[Stored data entries]

■ ■ ■ ■ ■ ■ ■

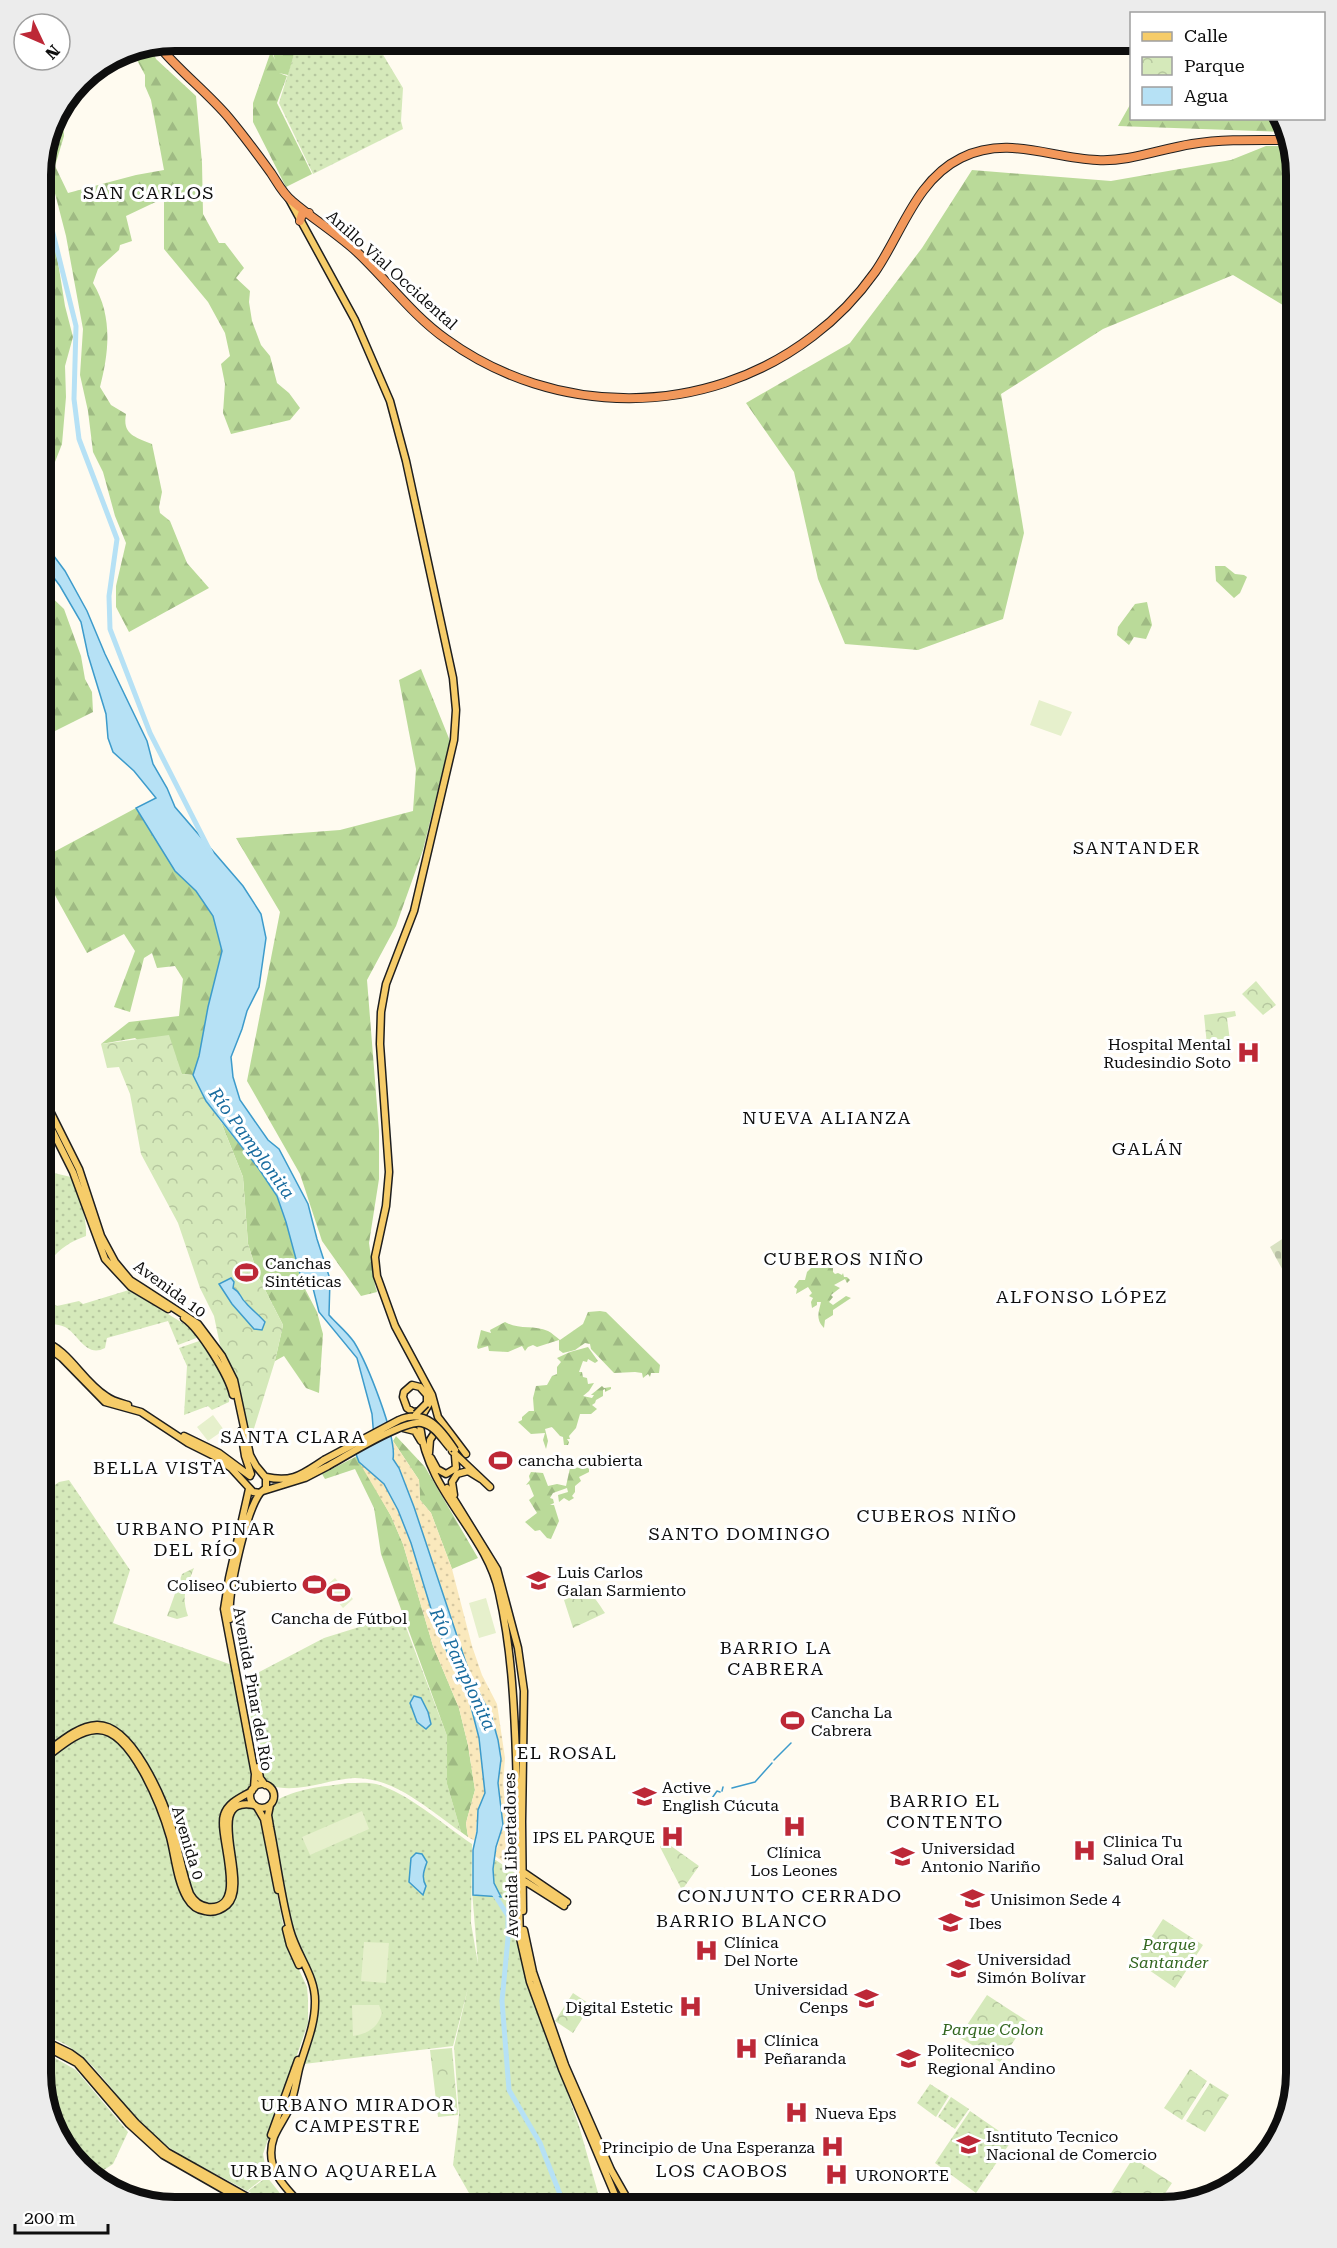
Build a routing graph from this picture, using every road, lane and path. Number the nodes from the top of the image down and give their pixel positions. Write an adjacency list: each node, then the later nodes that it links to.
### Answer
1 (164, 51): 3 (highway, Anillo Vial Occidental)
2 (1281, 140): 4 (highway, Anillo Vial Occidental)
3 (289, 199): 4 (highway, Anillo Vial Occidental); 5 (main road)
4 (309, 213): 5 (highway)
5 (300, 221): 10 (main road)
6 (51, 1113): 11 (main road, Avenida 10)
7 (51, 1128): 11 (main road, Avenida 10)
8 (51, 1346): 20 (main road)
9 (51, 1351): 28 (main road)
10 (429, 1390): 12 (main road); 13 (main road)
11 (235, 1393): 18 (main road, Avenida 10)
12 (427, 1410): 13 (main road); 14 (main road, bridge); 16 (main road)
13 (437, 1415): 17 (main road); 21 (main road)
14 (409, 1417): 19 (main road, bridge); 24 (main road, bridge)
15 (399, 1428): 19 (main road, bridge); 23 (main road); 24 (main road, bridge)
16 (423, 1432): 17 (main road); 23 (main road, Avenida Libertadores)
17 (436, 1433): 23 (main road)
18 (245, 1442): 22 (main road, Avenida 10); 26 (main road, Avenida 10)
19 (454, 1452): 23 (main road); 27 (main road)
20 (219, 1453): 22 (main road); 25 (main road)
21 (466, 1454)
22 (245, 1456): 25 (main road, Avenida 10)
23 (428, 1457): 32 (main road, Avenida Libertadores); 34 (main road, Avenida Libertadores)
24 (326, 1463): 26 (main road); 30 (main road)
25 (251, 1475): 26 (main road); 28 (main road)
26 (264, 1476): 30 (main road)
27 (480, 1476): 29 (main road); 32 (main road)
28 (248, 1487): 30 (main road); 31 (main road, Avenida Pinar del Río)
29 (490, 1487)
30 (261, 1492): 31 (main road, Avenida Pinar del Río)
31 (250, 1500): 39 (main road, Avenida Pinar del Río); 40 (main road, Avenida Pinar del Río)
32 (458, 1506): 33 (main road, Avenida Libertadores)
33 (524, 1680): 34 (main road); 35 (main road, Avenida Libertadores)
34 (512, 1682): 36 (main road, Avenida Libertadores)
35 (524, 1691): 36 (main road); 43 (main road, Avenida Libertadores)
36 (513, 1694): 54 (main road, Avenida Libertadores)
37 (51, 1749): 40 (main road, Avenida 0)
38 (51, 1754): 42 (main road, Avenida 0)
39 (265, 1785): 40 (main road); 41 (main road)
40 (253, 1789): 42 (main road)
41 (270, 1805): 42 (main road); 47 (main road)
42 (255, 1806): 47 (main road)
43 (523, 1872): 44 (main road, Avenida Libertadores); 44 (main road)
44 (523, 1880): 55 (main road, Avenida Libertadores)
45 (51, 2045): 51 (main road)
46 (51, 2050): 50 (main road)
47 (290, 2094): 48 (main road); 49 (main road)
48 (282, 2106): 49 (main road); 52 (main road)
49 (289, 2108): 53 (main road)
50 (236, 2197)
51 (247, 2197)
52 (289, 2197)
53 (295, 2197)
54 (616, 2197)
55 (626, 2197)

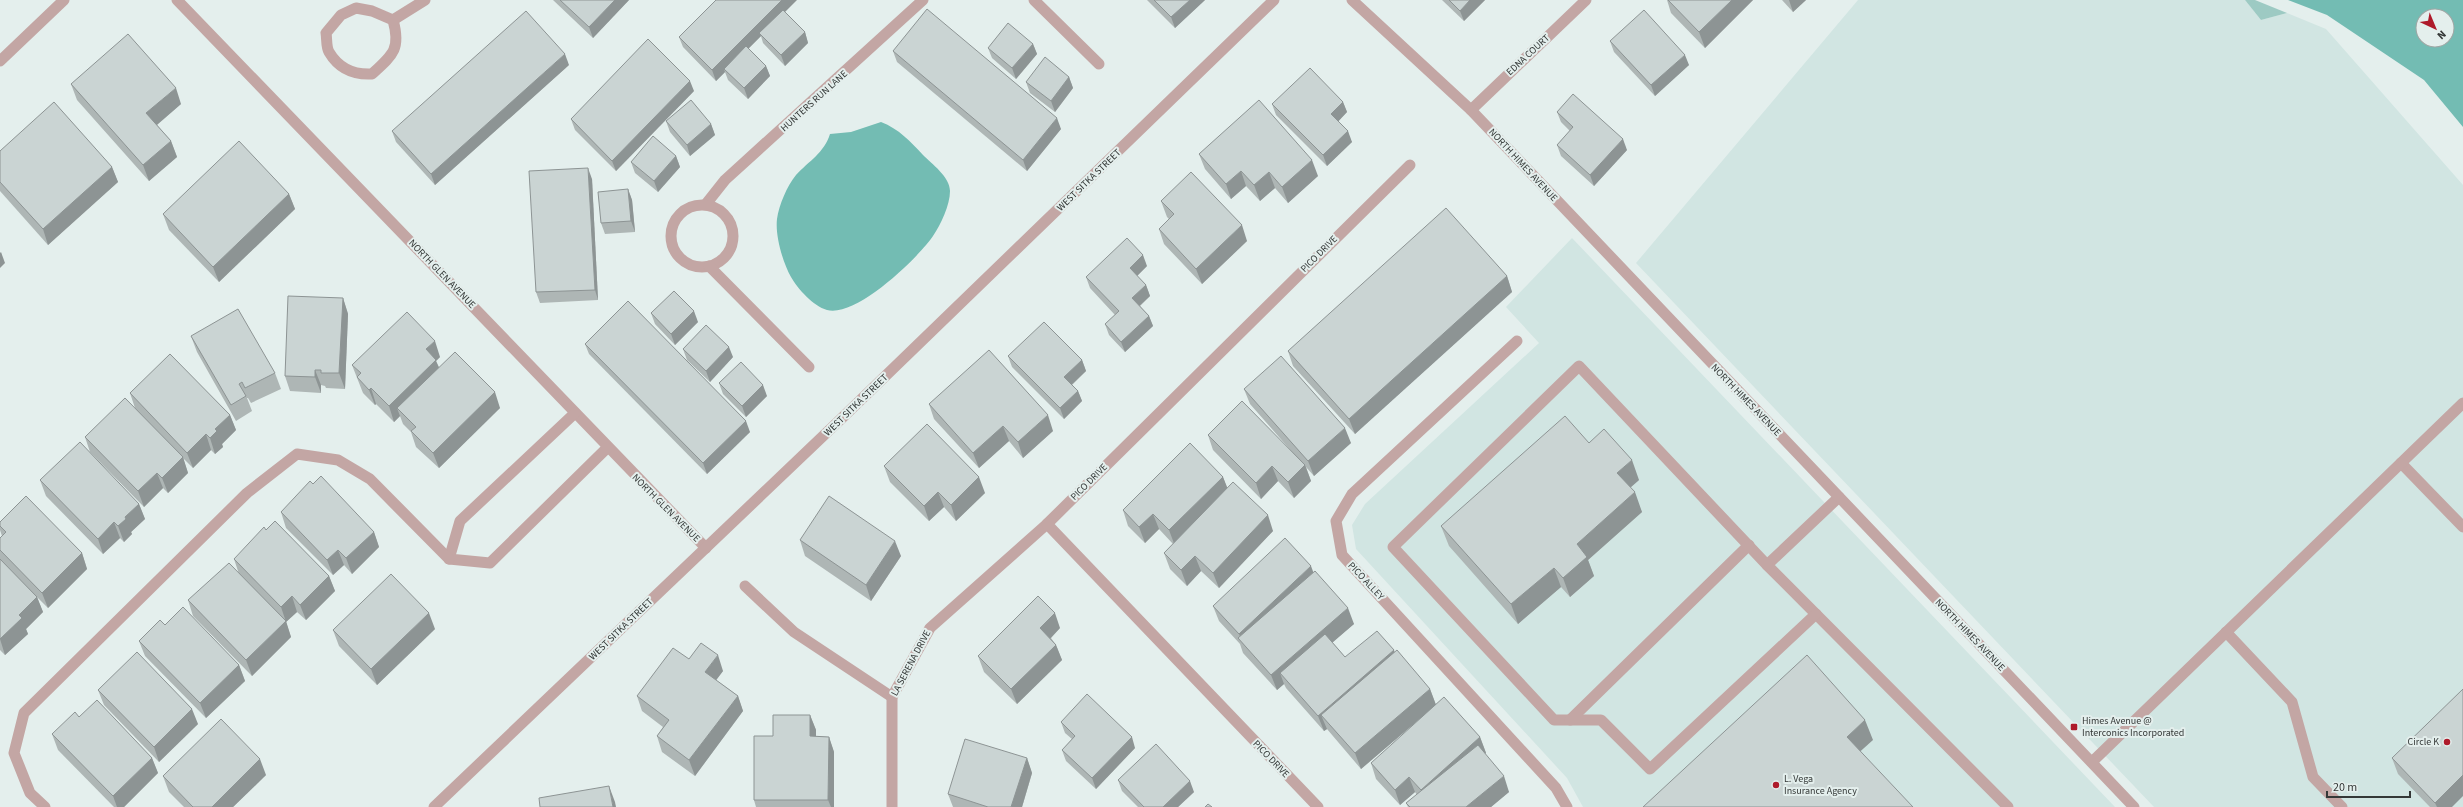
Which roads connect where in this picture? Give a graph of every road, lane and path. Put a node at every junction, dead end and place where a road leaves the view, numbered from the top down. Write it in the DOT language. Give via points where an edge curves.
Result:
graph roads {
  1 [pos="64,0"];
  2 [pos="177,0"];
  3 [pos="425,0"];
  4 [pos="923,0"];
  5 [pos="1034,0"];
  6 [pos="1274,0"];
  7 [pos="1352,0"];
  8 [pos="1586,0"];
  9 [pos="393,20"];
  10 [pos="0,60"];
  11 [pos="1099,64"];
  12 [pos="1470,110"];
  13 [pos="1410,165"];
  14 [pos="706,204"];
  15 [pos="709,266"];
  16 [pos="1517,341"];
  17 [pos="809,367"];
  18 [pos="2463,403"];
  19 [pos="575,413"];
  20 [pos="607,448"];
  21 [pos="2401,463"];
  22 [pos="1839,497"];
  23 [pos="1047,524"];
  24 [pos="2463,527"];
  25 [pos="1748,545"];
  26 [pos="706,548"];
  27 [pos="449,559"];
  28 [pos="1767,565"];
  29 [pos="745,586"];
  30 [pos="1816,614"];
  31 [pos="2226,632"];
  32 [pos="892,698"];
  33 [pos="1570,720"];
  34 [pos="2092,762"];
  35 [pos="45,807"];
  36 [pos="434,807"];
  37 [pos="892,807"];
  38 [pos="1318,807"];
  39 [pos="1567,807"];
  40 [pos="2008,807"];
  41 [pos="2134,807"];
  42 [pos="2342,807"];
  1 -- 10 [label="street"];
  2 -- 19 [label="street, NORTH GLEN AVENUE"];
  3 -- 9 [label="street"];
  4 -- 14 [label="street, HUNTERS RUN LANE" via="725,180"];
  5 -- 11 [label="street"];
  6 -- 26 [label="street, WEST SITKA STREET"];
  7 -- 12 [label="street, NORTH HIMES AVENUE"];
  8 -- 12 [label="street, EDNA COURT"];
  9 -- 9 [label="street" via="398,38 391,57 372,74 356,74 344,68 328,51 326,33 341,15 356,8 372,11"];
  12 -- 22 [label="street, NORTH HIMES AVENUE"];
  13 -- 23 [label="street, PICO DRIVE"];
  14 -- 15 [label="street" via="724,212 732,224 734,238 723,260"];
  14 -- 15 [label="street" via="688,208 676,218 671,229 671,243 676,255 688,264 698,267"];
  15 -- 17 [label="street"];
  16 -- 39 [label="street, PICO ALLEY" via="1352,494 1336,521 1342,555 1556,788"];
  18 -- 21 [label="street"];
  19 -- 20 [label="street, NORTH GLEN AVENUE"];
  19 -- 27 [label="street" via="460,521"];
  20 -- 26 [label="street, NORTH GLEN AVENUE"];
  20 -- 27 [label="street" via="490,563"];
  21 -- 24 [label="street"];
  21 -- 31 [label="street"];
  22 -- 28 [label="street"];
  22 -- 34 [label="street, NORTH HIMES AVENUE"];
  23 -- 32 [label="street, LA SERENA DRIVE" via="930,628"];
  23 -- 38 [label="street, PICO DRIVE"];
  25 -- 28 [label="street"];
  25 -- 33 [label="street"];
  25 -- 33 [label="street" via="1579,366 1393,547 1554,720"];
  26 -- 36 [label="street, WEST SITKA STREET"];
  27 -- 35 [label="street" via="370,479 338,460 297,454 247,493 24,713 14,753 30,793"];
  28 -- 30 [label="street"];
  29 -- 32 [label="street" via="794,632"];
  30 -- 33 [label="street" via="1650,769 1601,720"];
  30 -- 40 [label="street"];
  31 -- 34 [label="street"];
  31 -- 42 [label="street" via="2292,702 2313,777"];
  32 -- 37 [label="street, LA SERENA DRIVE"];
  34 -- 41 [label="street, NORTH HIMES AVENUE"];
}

■ ■ ■ ■ ■ ■ ■

> ASSIGNMENT:
Each record should be quoted exactly, with the images omitted.

> FINISHED EXERCISE:
Build a routing graph from this picture, using every road, lane and path. Number the nodes from the top of the image down and give their pixel positions. Write an adjacency list: each node, then the later nodes that it links to.
### Answer
1 (164, 51): 3 (highway, Anillo Vial Occidental)
2 (1281, 140): 4 (highway, Anillo Vial Occidental)
3 (289, 199): 4 (highway, Anillo Vial Occidental); 5 (main road)
4 (309, 213): 5 (highway)
5 (300, 221): 10 (main road)
6 (51, 1113): 11 (main road, Avenida 10)
7 (51, 1128): 11 (main road, Avenida 10)
8 (51, 1346): 20 (main road)
9 (51, 1351): 28 (main road)
10 (429, 1390): 12 (main road); 13 (main road)
11 (235, 1393): 18 (main road, Avenida 10)
12 (427, 1410): 13 (main road); 14 (main road, bridge); 16 (main road)
13 (437, 1415): 17 (main road); 21 (main road)
14 (409, 1417): 19 (main road, bridge); 24 (main road, bridge)
15 (399, 1428): 19 (main road, bridge); 23 (main road); 24 (main road, bridge)
16 (423, 1432): 17 (main road); 23 (main road, Avenida Libertadores)
17 (436, 1433): 23 (main road)
18 (245, 1442): 22 (main road, Avenida 10); 26 (main road, Avenida 10)
19 (454, 1452): 23 (main road); 27 (main road)
20 (219, 1453): 22 (main road); 25 (main road)
21 (466, 1454)
22 (245, 1456): 25 (main road, Avenida 10)
23 (428, 1457): 32 (main road, Avenida Libertadores); 34 (main road, Avenida Libertadores)
24 (326, 1463): 26 (main road); 30 (main road)
25 (251, 1475): 26 (main road); 28 (main road)
26 (264, 1476): 30 (main road)
27 (480, 1476): 29 (main road); 32 (main road)
28 (248, 1487): 30 (main road); 31 (main road, Avenida Pinar del Río)
29 (490, 1487)
30 (261, 1492): 31 (main road, Avenida Pinar del Río)
31 (250, 1500): 39 (main road, Avenida Pinar del Río); 40 (main road, Avenida Pinar del Río)
32 (458, 1506): 33 (main road, Avenida Libertadores)
33 (524, 1680): 34 (main road); 35 (main road, Avenida Libertadores)
34 (512, 1682): 36 (main road, Avenida Libertadores)
35 (524, 1691): 36 (main road); 43 (main road, Avenida Libertadores)
36 (513, 1694): 54 (main road, Avenida Libertadores)
37 (51, 1749): 40 (main road, Avenida 0)
38 (51, 1754): 42 (main road, Avenida 0)
39 (265, 1785): 40 (main road); 41 (main road)
40 (253, 1789): 42 (main road)
41 (270, 1805): 42 (main road); 47 (main road)
42 (255, 1806): 47 (main road)
43 (523, 1872): 44 (main road, Avenida Libertadores); 44 (main road)
44 (523, 1880): 55 (main road, Avenida Libertadores)
45 (51, 2045): 51 (main road)
46 (51, 2050): 50 (main road)
47 (290, 2094): 48 (main road); 49 (main road)
48 (282, 2106): 49 (main road); 52 (main road)
49 (289, 2108): 53 (main road)
50 (236, 2197)
51 (247, 2197)
52 (289, 2197)
53 (295, 2197)
54 (616, 2197)
55 (626, 2197)

Which roads connect where in this picture? Give a graph of every road, lane and path. Put a node at every junction, dead end and place where a road leaves the view, numbered from the top down. Write it in the DOT language. Give via points where an edge curves.
Result:
graph roads {
  1 [pos="64,0"];
  2 [pos="177,0"];
  3 [pos="425,0"];
  4 [pos="923,0"];
  5 [pos="1034,0"];
  6 [pos="1274,0"];
  7 [pos="1352,0"];
  8 [pos="1586,0"];
  9 [pos="393,20"];
  10 [pos="0,60"];
  11 [pos="1099,64"];
  12 [pos="1470,110"];
  13 [pos="1410,165"];
  14 [pos="706,204"];
  15 [pos="709,266"];
  16 [pos="1517,341"];
  17 [pos="809,367"];
  18 [pos="2463,403"];
  19 [pos="575,413"];
  20 [pos="607,448"];
  21 [pos="2401,463"];
  22 [pos="1839,497"];
  23 [pos="1047,524"];
  24 [pos="2463,527"];
  25 [pos="1748,545"];
  26 [pos="706,548"];
  27 [pos="449,559"];
  28 [pos="1767,565"];
  29 [pos="745,586"];
  30 [pos="1816,614"];
  31 [pos="2226,632"];
  32 [pos="892,698"];
  33 [pos="1570,720"];
  34 [pos="2092,762"];
  35 [pos="45,807"];
  36 [pos="434,807"];
  37 [pos="892,807"];
  38 [pos="1318,807"];
  39 [pos="1567,807"];
  40 [pos="2008,807"];
  41 [pos="2134,807"];
  42 [pos="2342,807"];
  1 -- 10 [label="street"];
  2 -- 19 [label="street, NORTH GLEN AVENUE"];
  3 -- 9 [label="street"];
  4 -- 14 [label="street, HUNTERS RUN LANE" via="725,180"];
  5 -- 11 [label="street"];
  6 -- 26 [label="street, WEST SITKA STREET"];
  7 -- 12 [label="street, NORTH HIMES AVENUE"];
  8 -- 12 [label="street, EDNA COURT"];
  9 -- 9 [label="street" via="398,38 391,57 372,74 356,74 344,68 328,51 326,33 341,15 356,8 372,11"];
  12 -- 22 [label="street, NORTH HIMES AVENUE"];
  13 -- 23 [label="street, PICO DRIVE"];
  14 -- 15 [label="street" via="724,212 732,224 734,238 723,260"];
  14 -- 15 [label="street" via="688,208 676,218 671,229 671,243 676,255 688,264 698,267"];
  15 -- 17 [label="street"];
  16 -- 39 [label="street, PICO ALLEY" via="1352,494 1336,521 1342,555 1556,788"];
  18 -- 21 [label="street"];
  19 -- 20 [label="street, NORTH GLEN AVENUE"];
  19 -- 27 [label="street" via="460,521"];
  20 -- 26 [label="street, NORTH GLEN AVENUE"];
  20 -- 27 [label="street" via="490,563"];
  21 -- 24 [label="street"];
  21 -- 31 [label="street"];
  22 -- 28 [label="street"];
  22 -- 34 [label="street, NORTH HIMES AVENUE"];
  23 -- 32 [label="street, LA SERENA DRIVE" via="930,628"];
  23 -- 38 [label="street, PICO DRIVE"];
  25 -- 28 [label="street"];
  25 -- 33 [label="street"];
  25 -- 33 [label="street" via="1579,366 1393,547 1554,720"];
  26 -- 36 [label="street, WEST SITKA STREET"];
  27 -- 35 [label="street" via="370,479 338,460 297,454 247,493 24,713 14,753 30,793"];
  28 -- 30 [label="street"];
  29 -- 32 [label="street" via="794,632"];
  30 -- 33 [label="street" via="1650,769 1601,720"];
  30 -- 40 [label="street"];
  31 -- 34 [label="street"];
  31 -- 42 [label="street" via="2292,702 2313,777"];
  32 -- 37 [label="street, LA SERENA DRIVE"];
  34 -- 41 [label="street, NORTH HIMES AVENUE"];
}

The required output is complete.